De acordo com a Imprensa, um dos mais recentes "Eurobarómetros" indica que apenas 14% dos portugueses dizem estar satisfeitos com a democracia em Portugal, percentagem esta que é a mais baixa da União Europeia.
Parece assim oportuno que se volte a discutir a possibilidade de aperfeiçoamentos no sistema democrático, tal como ocorreu há dias na Sedes em sessão promovida pelo Movimento para a Democratização do Regime, e na qual o conhecido especialista nestas questões, Rui Oliveira Costa, apresentou os resultados de um estudo por si elaborado relativamente a modelos eleitorais e em que demonstrou as grandes dificuldades e inconvenientes da adopção de círculos uninominais em coabitação com um círculo nacional - sistema proposto para discussão no Manifesto daquele Movimento.
Como já tenho vindo a referir em diversas intervenções nestas net-páginas, bem como nas da própria Sedes, a necessidade de diálogos consistentes e aprofundados entre eleitos e os seus eleitores é muito maior em países onde a democracia não está ainda arreigadamente implantada ou onde o grau de desenvolvimento cultural e económico está longe do desejável, dado que os sistemas de representação política visam uma estabilidade temporal mínima para a concretização de programas de governo.

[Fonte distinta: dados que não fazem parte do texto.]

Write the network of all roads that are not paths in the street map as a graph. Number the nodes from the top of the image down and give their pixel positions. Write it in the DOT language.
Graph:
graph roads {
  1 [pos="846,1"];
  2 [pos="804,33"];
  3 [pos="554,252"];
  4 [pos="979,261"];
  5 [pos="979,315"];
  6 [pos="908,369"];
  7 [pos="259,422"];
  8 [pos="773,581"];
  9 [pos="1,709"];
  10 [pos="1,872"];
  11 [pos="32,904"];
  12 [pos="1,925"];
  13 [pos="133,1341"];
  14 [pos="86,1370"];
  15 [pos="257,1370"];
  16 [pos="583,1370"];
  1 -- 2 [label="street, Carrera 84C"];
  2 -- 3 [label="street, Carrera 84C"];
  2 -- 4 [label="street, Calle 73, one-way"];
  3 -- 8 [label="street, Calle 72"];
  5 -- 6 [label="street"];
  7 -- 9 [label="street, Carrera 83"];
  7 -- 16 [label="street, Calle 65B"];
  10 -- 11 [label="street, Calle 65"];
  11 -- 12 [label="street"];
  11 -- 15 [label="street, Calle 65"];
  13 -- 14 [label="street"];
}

Assim a desejável aproximação entre os cidadãos e os seus representantes políticos só é viável através de sistemas políticos e eleitorais que permitam e fomentem tal diálogo, o que dificilmente se consegue no sistema actual, e pode levar os cidadãos a privilegiar outras formas de comunicação - como ocorreu por exemplo há precisamente um ano, através de uma enorme manifestação popular de descontentamento, e como se constata diariamente através da leitura de opiniões expressas na Internet.
Deste modo, e citando o que há um ano escrevi a propósito destes temas, uma solução para se procurar melhorar a qualidade da democracia poderia ser a de se fomentar uma maior participação dos cidadãos ao nível local, nomeadamente na vida das freguesias, através da outorga aos seus representantes de competências na eleição de outros órgãos do poder político.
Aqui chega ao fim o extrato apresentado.